Report each line from the data below that holds the word "edges".

====

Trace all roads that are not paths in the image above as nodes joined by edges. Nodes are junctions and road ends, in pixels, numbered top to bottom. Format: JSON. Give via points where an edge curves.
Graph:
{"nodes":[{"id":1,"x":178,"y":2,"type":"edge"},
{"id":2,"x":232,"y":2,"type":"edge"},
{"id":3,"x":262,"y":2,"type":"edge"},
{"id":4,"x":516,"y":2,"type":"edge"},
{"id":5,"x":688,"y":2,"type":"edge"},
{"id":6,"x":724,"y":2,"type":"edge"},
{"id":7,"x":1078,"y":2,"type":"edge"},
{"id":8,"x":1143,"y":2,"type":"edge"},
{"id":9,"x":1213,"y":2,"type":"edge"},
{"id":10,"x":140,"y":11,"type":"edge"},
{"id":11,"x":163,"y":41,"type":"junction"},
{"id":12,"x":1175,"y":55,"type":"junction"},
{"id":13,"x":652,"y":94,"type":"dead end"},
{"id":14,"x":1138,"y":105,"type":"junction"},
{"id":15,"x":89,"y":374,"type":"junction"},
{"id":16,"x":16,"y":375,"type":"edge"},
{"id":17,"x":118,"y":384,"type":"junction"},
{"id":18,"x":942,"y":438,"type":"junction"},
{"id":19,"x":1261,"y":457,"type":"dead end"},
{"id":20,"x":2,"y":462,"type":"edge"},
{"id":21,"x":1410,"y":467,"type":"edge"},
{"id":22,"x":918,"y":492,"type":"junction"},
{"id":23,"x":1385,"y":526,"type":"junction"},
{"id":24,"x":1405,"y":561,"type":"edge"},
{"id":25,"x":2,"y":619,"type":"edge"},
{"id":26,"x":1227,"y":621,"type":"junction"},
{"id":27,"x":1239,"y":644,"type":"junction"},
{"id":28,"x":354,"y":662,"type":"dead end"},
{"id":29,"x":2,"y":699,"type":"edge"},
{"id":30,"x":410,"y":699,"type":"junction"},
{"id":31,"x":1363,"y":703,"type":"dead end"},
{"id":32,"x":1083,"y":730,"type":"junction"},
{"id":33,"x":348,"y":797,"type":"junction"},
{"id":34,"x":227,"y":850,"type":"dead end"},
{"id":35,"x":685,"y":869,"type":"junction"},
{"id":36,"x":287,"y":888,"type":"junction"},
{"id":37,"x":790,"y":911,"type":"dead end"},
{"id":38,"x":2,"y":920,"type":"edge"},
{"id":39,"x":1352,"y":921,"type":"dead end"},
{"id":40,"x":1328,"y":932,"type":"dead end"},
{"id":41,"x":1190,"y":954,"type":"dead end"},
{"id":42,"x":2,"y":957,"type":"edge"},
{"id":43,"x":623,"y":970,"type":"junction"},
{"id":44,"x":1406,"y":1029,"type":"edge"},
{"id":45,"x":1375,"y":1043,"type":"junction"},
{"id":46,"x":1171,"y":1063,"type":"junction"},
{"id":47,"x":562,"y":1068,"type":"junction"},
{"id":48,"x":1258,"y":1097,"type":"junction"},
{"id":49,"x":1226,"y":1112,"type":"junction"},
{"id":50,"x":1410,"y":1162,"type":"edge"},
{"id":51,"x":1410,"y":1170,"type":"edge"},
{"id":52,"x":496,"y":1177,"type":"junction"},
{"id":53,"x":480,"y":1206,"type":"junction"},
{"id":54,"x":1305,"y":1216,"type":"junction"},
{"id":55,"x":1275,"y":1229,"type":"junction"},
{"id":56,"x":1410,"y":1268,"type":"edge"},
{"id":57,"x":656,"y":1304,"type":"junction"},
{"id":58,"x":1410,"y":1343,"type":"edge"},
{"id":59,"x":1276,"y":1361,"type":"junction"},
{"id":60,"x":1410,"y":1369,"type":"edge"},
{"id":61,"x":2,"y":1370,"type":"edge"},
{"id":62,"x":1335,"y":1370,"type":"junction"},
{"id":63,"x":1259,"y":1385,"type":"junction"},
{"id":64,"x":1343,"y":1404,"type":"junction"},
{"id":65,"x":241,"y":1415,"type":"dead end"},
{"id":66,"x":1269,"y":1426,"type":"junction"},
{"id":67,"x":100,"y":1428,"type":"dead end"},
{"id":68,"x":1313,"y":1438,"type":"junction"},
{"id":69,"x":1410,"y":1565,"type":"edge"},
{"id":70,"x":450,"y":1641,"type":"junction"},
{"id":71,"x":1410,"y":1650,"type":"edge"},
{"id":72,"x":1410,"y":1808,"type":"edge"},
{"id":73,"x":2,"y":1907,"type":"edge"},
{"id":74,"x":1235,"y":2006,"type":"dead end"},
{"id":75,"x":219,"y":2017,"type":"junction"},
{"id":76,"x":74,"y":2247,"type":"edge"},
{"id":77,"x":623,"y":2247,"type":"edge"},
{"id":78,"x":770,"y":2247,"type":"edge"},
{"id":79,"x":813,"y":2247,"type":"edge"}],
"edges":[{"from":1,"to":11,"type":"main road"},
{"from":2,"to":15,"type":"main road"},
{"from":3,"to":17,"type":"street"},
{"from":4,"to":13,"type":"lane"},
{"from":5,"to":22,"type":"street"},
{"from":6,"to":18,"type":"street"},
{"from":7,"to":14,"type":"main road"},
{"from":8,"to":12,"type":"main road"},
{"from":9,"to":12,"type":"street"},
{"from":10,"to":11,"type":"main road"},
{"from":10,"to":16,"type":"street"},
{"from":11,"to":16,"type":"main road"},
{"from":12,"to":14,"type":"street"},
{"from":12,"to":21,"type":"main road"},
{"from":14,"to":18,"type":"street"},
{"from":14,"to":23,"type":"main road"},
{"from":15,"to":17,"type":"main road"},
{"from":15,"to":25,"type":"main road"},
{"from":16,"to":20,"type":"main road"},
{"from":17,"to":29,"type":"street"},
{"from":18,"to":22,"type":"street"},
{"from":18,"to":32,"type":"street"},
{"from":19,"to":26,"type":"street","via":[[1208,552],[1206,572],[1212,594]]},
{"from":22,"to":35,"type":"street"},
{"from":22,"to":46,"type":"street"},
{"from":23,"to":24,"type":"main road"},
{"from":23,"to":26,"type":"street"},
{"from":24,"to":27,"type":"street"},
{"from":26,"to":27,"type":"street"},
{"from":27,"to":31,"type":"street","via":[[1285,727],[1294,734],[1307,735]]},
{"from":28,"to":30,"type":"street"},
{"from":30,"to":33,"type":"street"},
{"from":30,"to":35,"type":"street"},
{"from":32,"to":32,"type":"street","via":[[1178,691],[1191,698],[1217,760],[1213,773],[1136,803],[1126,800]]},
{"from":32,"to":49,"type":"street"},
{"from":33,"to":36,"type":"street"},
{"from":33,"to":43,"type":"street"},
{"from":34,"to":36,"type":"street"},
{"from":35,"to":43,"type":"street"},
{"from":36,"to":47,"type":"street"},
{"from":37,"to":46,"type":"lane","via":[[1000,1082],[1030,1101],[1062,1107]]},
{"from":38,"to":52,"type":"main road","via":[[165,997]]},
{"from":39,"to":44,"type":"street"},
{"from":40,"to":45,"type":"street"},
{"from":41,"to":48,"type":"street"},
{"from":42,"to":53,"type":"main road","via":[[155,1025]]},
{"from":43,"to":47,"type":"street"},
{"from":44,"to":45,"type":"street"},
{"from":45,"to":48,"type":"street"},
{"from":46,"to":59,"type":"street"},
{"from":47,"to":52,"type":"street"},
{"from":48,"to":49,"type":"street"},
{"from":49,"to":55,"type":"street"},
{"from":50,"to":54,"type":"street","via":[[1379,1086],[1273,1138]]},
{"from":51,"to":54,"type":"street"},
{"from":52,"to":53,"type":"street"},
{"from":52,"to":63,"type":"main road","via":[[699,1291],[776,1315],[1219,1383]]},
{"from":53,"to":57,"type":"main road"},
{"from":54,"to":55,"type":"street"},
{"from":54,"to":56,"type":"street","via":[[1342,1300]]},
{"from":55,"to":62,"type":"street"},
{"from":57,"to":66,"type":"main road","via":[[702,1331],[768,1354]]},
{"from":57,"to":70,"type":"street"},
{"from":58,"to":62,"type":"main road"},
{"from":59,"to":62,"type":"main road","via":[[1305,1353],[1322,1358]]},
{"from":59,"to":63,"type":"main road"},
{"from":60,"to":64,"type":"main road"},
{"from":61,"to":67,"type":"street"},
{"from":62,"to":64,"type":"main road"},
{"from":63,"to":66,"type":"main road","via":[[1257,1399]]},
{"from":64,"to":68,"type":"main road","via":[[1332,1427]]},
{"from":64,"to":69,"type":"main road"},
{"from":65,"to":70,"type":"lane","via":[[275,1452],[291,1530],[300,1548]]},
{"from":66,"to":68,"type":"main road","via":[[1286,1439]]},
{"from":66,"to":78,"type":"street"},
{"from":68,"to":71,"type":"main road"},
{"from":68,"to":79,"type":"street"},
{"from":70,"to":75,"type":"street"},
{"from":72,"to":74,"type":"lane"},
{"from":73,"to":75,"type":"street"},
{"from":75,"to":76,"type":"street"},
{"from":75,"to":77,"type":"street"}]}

====

■ **RESULT OF THIS TASK**
Trace all roads that are not paths in the image above as nodes joined by edges. Nodes are junctions and road ends, in pixels, numbered top to bottom. Format: JSON. Give via points where an edge curves.
"edges":[{"from":1,"to":11,"type":"main road"},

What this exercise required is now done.